LTE may be growing stateside, with new markets being added by carriers daily, but the technology is also seeing a worldwide uptick. In June of 2012, about 27 million LTE connects were established. While impressive, it’s nothing compared to what we see today. According to the GSMA, we’ll end 2013 with 176 million LTE connections worldwide.

If you’re quick with the math, that a good 600% hike in about 18 months. LTE only began rolling out in early 2010, with Verizon credited for leading the charge in upgrading their network. That helps with the LTE numbers GSMA provided, as they are also noting that almost half (46%) of the LTE connections are made in the USA. All four carriers now have LTE connectivity available, and GSMA notes about 20% of the population has access to LTE.

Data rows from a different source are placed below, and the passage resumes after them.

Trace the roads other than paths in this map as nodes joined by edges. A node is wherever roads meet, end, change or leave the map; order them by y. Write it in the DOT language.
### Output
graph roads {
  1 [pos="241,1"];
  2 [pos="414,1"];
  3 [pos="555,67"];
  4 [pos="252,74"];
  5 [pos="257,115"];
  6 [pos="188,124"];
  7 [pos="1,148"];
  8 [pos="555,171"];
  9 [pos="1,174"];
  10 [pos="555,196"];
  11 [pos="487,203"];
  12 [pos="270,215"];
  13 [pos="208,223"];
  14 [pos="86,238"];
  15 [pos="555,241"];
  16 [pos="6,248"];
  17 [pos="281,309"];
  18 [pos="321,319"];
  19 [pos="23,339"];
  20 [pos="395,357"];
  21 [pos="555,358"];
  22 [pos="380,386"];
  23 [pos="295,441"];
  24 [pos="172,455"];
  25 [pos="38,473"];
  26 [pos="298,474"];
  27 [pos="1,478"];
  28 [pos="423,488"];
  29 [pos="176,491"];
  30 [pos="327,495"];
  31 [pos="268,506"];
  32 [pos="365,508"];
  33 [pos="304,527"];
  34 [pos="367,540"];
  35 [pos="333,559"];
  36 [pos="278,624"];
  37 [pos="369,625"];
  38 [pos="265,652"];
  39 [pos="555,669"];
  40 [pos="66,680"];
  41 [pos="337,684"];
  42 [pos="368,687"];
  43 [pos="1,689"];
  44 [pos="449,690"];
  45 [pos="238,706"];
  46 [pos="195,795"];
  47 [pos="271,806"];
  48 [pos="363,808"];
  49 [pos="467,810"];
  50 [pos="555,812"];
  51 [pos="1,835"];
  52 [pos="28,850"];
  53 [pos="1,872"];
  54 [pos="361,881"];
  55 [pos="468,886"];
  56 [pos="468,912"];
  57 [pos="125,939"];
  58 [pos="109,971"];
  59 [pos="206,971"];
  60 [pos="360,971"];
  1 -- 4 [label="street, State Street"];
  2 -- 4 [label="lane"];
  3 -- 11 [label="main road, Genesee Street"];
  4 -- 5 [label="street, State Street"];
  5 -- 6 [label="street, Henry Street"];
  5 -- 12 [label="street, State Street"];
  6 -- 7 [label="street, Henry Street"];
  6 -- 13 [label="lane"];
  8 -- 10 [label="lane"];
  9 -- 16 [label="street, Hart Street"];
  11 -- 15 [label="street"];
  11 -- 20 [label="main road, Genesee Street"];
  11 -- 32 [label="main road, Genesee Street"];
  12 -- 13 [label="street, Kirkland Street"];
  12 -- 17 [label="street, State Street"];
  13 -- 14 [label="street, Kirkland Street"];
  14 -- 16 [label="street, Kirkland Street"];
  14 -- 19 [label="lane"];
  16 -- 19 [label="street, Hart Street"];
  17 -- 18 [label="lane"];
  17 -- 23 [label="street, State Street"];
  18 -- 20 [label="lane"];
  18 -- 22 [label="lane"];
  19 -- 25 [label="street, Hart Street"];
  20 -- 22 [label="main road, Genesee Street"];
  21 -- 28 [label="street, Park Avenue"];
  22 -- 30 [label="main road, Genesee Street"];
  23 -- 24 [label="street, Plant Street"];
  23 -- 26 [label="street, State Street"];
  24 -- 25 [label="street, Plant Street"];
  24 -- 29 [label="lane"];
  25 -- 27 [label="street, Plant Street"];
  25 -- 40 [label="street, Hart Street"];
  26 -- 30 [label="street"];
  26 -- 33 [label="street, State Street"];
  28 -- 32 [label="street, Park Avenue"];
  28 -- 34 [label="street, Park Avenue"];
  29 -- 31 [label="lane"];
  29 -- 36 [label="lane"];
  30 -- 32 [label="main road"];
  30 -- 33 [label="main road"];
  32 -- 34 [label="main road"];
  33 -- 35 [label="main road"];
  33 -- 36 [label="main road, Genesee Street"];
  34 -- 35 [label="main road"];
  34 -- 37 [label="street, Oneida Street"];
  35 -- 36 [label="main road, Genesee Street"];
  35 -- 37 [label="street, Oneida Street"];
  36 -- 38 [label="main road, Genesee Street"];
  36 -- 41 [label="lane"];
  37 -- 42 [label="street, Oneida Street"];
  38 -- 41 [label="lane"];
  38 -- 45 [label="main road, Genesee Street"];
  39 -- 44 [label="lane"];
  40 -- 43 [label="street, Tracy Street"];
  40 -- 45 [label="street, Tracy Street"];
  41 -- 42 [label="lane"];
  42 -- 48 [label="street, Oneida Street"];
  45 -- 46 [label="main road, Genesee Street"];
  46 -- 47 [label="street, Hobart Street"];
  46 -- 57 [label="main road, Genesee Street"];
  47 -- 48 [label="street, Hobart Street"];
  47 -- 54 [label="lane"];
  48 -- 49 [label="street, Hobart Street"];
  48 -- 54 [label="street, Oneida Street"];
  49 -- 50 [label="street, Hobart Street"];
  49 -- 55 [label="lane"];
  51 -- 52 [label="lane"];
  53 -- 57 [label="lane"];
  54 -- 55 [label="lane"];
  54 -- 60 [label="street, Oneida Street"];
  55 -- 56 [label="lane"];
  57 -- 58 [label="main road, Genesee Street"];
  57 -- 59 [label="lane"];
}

Outside of the USA, South Korea is making big improvements to their LTE coverage. About half of their connections are now LTE, according to the research, but they’re not alone. Japan is also credited with having quite a few LTE connections, helping to make Asia second tot he Americas in LTE. Combined, the two regions make up over 80% of LTE connections worldwide.

Of course, LTE paves the way for other things, like robust VoLTE service. That would essentially eliminate traditional cellular signals, and increase our dependency on data. Between a faster connection, more apps seeking background data, and voice service gobbling up our data megabytes, the move toward the future could be a dangerous one for our wallets.